**AIM OF THE EXERCISE**. Search the records for the string "down" and report how many lines contain it, with nothing else.

**ENTRIES SHOWN**.

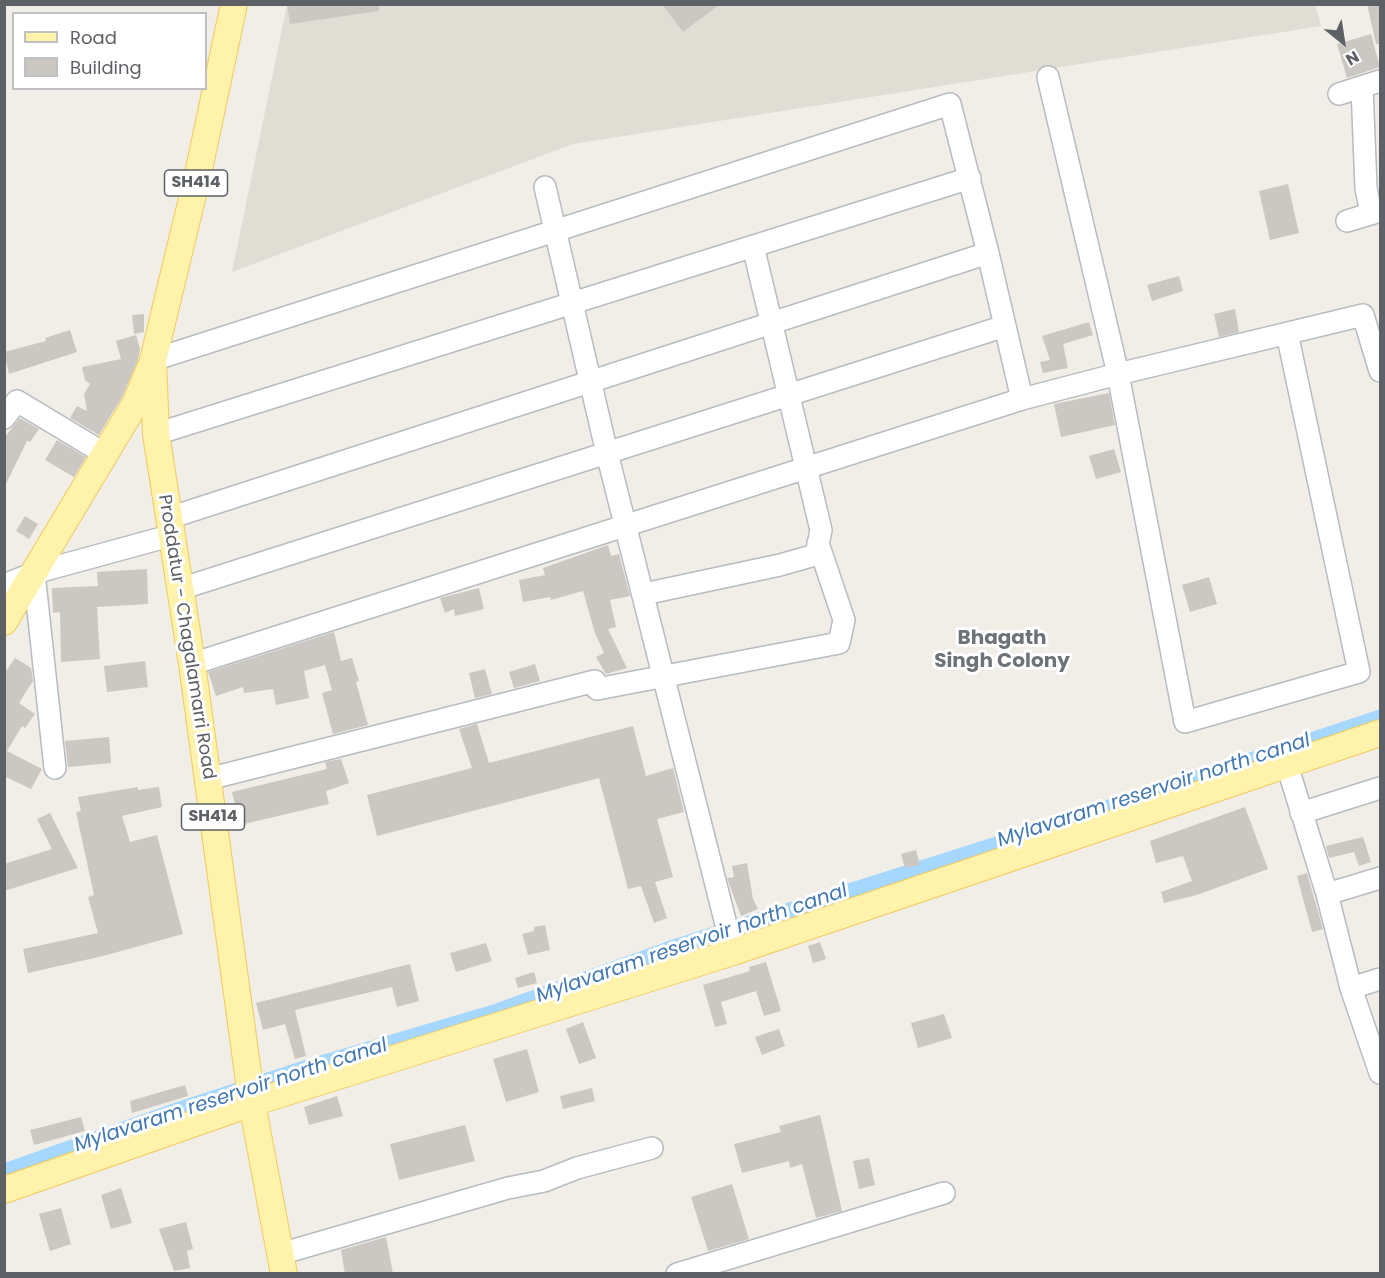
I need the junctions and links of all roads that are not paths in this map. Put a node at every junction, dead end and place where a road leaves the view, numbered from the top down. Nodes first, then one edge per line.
1 (234, 4) edge
2 (1048, 77) dead end
3 (1371, 84) edge
4 (1339, 94) dead end
5 (970, 178) junction
6 (545, 187) dead end
7 (1376, 213) edge
8 (1347, 221) dead end
9 (554, 230) junction
10 (753, 246) junction
11 (988, 253) junction
12 (571, 303) junction
13 (1372, 312) edge
14 (774, 324) junction
15 (1005, 326) junction
16 (1287, 333) junction
17 (153, 360) junction
18 (1380, 370) edge
19 (1118, 374) junction
20 (591, 384) junction
21 (789, 396) junction
22 (1022, 399) junction
23 (4, 418) edge
24 (156, 434) junction
25 (607, 453) junction
26 (105, 454) junction
27 (805, 468) junction
28 (626, 526) junction
29 (171, 527) junction
30 (818, 543) junction
31 (34, 573) junction
32 (4, 585) edge
33 (180, 589) junction
34 (644, 594) junction
35 (4, 622) edge
36 (192, 664) junction
37 (665, 677) junction
38 (1380, 733) edge
39 (1287, 765) junction
40 (55, 768) dead end
41 (208, 779) junction
42 (1380, 788) edge
43 (1301, 813) junction
44 (1380, 878) edge
45 (1327, 894) junction
46 (733, 952) junction
47 (1380, 980) edge
48 (1352, 988) junction
49 (1380, 1073) edge
50 (252, 1103) junction
51 (651, 1148) dead end
52 (4, 1190) edge
53 (944, 1193) dead end
54 (282, 1264) edge
55 (677, 1274) edge

1 - 17 main road, Proddatur - Chagalamarri Road / SH414
2 - 19 street
3 - 4 street
3 - 7 street
5 - 9 street
5 - 10 street
5 - 11 street
6 - 9 street
7 - 8 street
9 - 12 street
9 - 17 street
10 - 12 street
10 - 14 street
11 - 14 street
11 - 15 street
12 - 20 street
12 - 24 street
13 - 16 street
13 - 18 street
14 - 20 street
14 - 21 street
15 - 21 street
15 - 22 street
16 - 19 street
16 - 19 street
17 - 24 main road, Proddatur - Chagalamarri Road / SH414
17 - 26 main road
19 - 22 street
20 - 25 street
20 - 29 street
21 - 25 street
21 - 27 street
22 - 27 street
23 - 26 street
24 - 29 main road, Proddatur - Chagalamarri Road / SH414
25 - 28 street
25 - 33 street
26 - 31 main road
27 - 28 street
27 - 30 street
28 - 34 street
28 - 36 street
29 - 31 street
29 - 33 main road, Proddatur - Chagalamarri Road / SH414
30 - 34 street
30 - 37 street
31 - 32 street
31 - 35 main road
31 - 40 street
33 - 36 main road, Proddatur - Chagalamarri Road / SH414
34 - 37 street
36 - 41 main road, Proddatur - Chagalamarri Road / SH414
37 - 41 street
37 - 46 street
38 - 39 main road
39 - 43 street
39 - 46 main road
41 - 50 main road, Proddatur - Chagalamarri Road / SH414
42 - 43 street
43 - 45 street
44 - 45 street
45 - 48 street
46 - 50 main road
47 - 48 street
48 - 49 street
50 - 52 main road
50 - 54 main road, Proddatur - Chagalamarri Road / SH414
51 - 54 street
53 - 55 street

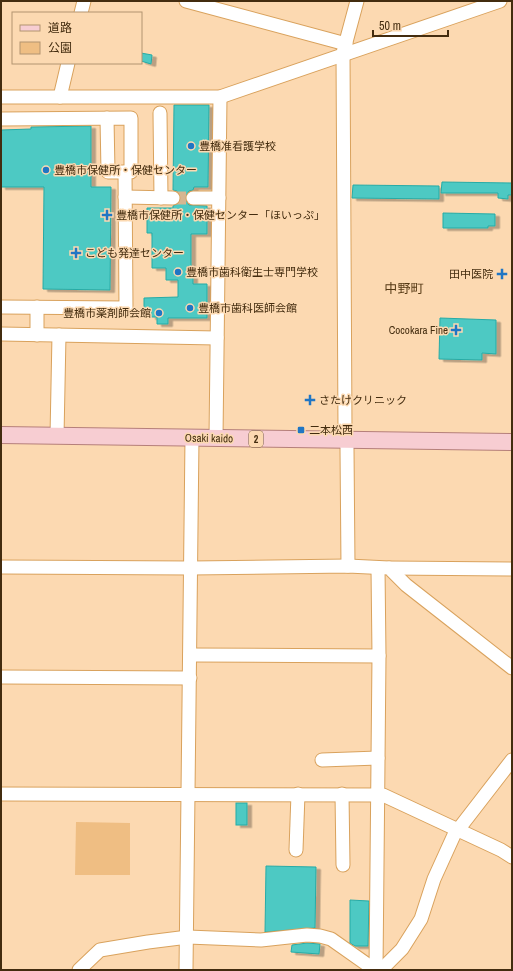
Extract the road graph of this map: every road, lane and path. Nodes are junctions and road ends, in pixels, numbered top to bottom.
1 (84, 1) edge
2 (186, 1) edge
3 (357, 1) edge
4 (500, 1) edge
5 (81, 12) edge
6 (344, 48) junction
7 (68, 64) edge
8 (1, 97) edge
9 (60, 97) junction
10 (220, 97) junction
11 (160, 114) dead end
12 (1, 118) edge
13 (107, 118) junction
14 (125, 172) junction
15 (125, 197) junction
16 (193, 198) tunnel mouth
17 (219, 198) junction
18 (1, 307) edge
19 (37, 307) junction
20 (1, 334) edge
21 (37, 335) junction
22 (59, 335) junction
23 (217, 338) junction
24 (1, 435) edge
25 (58, 436) junction
26 (192, 438) junction
27 (216, 438) junction
28 (346, 439) junction
29 (512, 442) edge
30 (348, 566) junction
31 (1, 567) edge
32 (191, 568) junction
33 (383, 568) junction
34 (512, 569) edge
35 (190, 655) junction
36 (379, 656) junction
37 (512, 668) edge
38 (1, 677) edge
39 (190, 678) junction
40 (378, 758) junction
41 (322, 760) dead end
42 (512, 760) edge
43 (1, 794) edge
44 (189, 794) junction
45 (298, 794) junction
46 (342, 794) junction
47 (378, 794) junction
48 (457, 830) junction
49 (296, 850) dead end
50 (512, 857) edge
51 (343, 865) dead end
52 (188, 938) junction
53 (79, 970) edge
54 (186, 970) edge
55 (375, 970) edge
56 (381, 970) edge

1 - 5 street
2 - 6 street
3 - 6 street
4 - 6 street
6 - 10 street
6 - 28 street
7 - 9 street
8 - 9 street
9 - 10 street
10 - 17 street
11 - 15 street
12 - 13 street
13 - 14 street
13 - 14 street
14 - 15 street
15 - 19 street
16 - 17 street
17 - 23 street
18 - 19 street
19 - 21 street
20 - 21 street
21 - 22 street
22 - 23 street
22 - 25 street
23 - 27 street
24 - 25 main road, Osaki kaido / 2
25 - 26 main road, Osaki kaido / 2
26 - 27 main road, Osaki kaido / 2
26 - 32 street
27 - 28 main road, Osaki kaido / 2
28 - 29 main road, Osaki kaido / 2
28 - 30 street
30 - 32 street
30 - 33 street
31 - 32 street
32 - 35 street
33 - 34 street
33 - 36 street
33 - 37 street
35 - 36 street
35 - 39 street
36 - 40 street
38 - 39 street
39 - 44 street
40 - 41 street
40 - 47 street
42 - 48 street
43 - 44 street
44 - 45 street
44 - 52 street
45 - 46 street
45 - 49 street
46 - 47 street
46 - 51 street
47 - 48 street
47 - 55 street
48 - 50 street
48 - 56 street
52 - 53 street
52 - 54 street
52 - 55 street

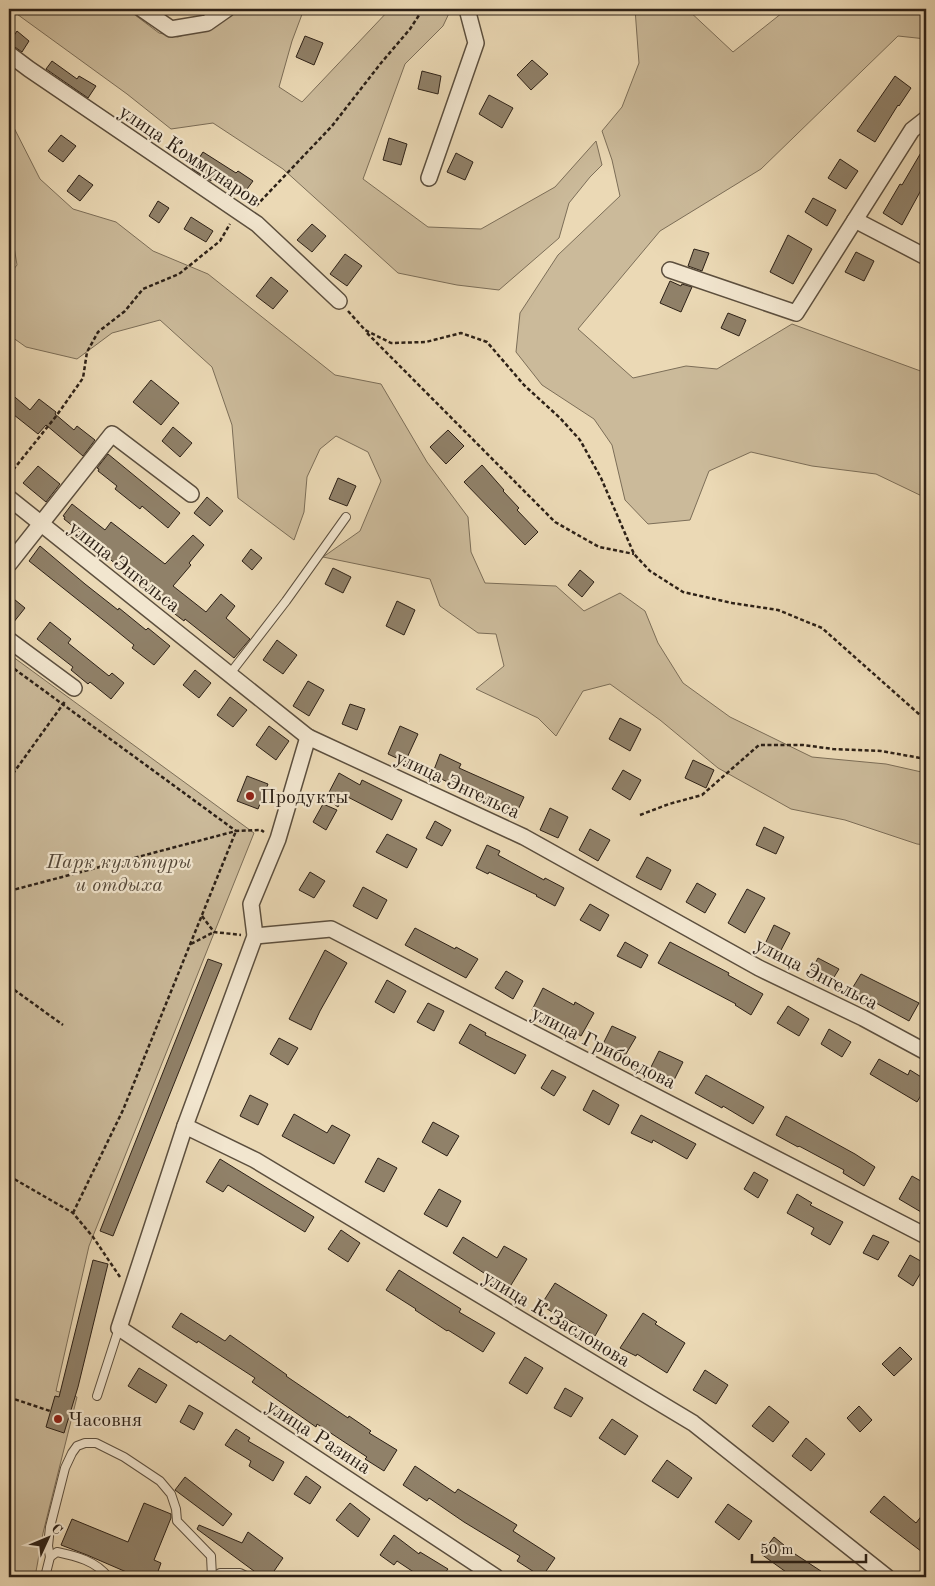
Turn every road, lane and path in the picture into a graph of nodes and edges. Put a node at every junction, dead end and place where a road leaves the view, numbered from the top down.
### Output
1 (142, 9) edge
2 (227, 9) edge
3 (423, 9) edge
4 (468, 9) edge
5 (9, 54) edge
6 (926, 119) edge
7 (429, 178) dead end
8 (242, 214) junction
9 (854, 220) junction
10 (926, 257) edge
11 (670, 270) dead end
12 (339, 301) joint
13 (365, 330) junction
14 (9, 475) edge
15 (191, 494) dead end
16 (9, 498) edge
17 (346, 517) dead end
18 (40, 524) junction
19 (634, 554) junction
20 (9, 564) edge
21 (9, 640) edge
22 (9, 665) edge
23 (230, 675) junction
24 (74, 688) dead end
25 (62, 704) junction
26 (926, 718) edge
27 (308, 737) junction
28 (926, 759) edge
29 (9, 779) edge
30 (640, 815) dead end
31 (236, 831) junction
32 (278, 839) junction
33 (9, 891) edge
34 (202, 916) junction
35 (214, 932) junction
36 (255, 936) junction
37 (190, 944) junction
38 (9, 986) edge
39 (63, 1025) dead end
40 (926, 1052) edge
41 (185, 1126) junction
42 (9, 1176) edge
43 (73, 1213) junction
44 (926, 1236) edge
45 (131, 1292) junction
46 (119, 1328) junction
47 (97, 1396) dead end
48 (9, 1401) edge
49 (50, 1412) dead end
50 (50, 1557) junction
51 (884, 1576) edge
52 (45, 1577) edge
53 (108, 1577) edge
54 (213, 1577) edge
55 (248, 1577) edge
56 (496, 1577) edge

1 - 2 street
3 - 8 path
4 - 7 street
5 - 8 street, улица Коммунаров
6 - 9 street
8 - 12 street, улица Коммунаров
8 - 14 path
9 - 10 street
9 - 11 street
12 - 13 path
13 - 19 path
13 - 19 path
15 - 18 street
16 - 18 street, улица Энгельса
17 - 23 lane
18 - 20 street
18 - 23 street, улица Энгельса
19 - 26 path
21 - 24 street
22 - 25 path
23 - 27 street, улица Энгельса
25 - 29 path
25 - 31 path
27 - 32 street
27 - 40 street, улица Энгельса
28 - 30 path
31 - 32 path
31 - 33 path
31 - 34 path
32 - 36 street
34 - 35 path
34 - 37 path
35 - 36 path
35 - 37 path
36 - 41 street
36 - 44 street, улица Грибоедова
37 - 43 path
38 - 39 path
41 - 45 street
41 - 51 street, улица К.Заслонова
42 - 43 path
43 - 45 path
45 - 46 street
46 - 47 lane
46 - 56 street, улица Разина
48 - 49 path
50 - 52 lane
50 - 53 lane
50 - 54 lane
54 - 55 lane

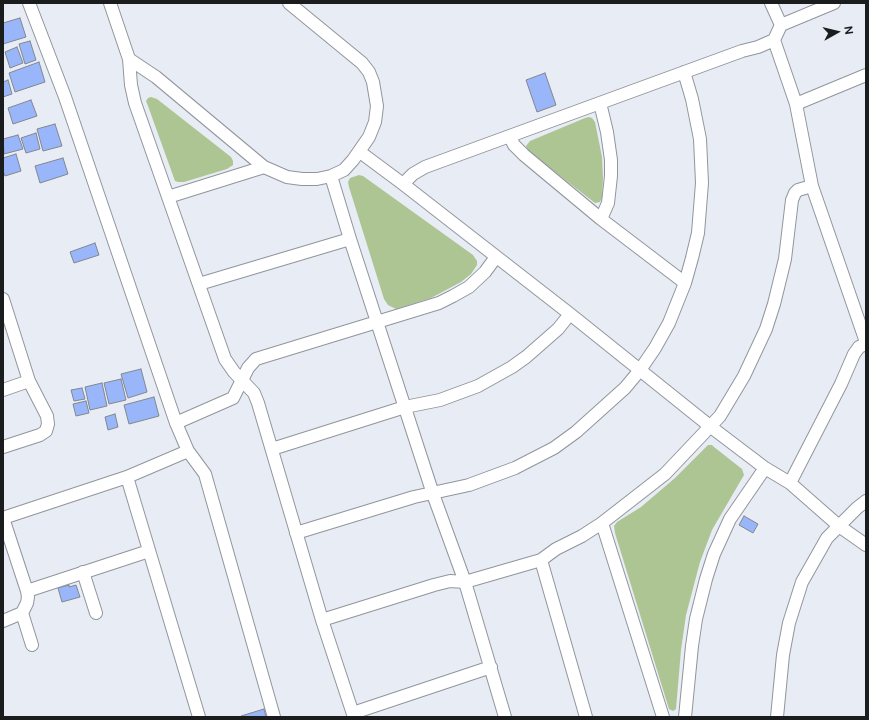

**YOUR SOLUTION**. 2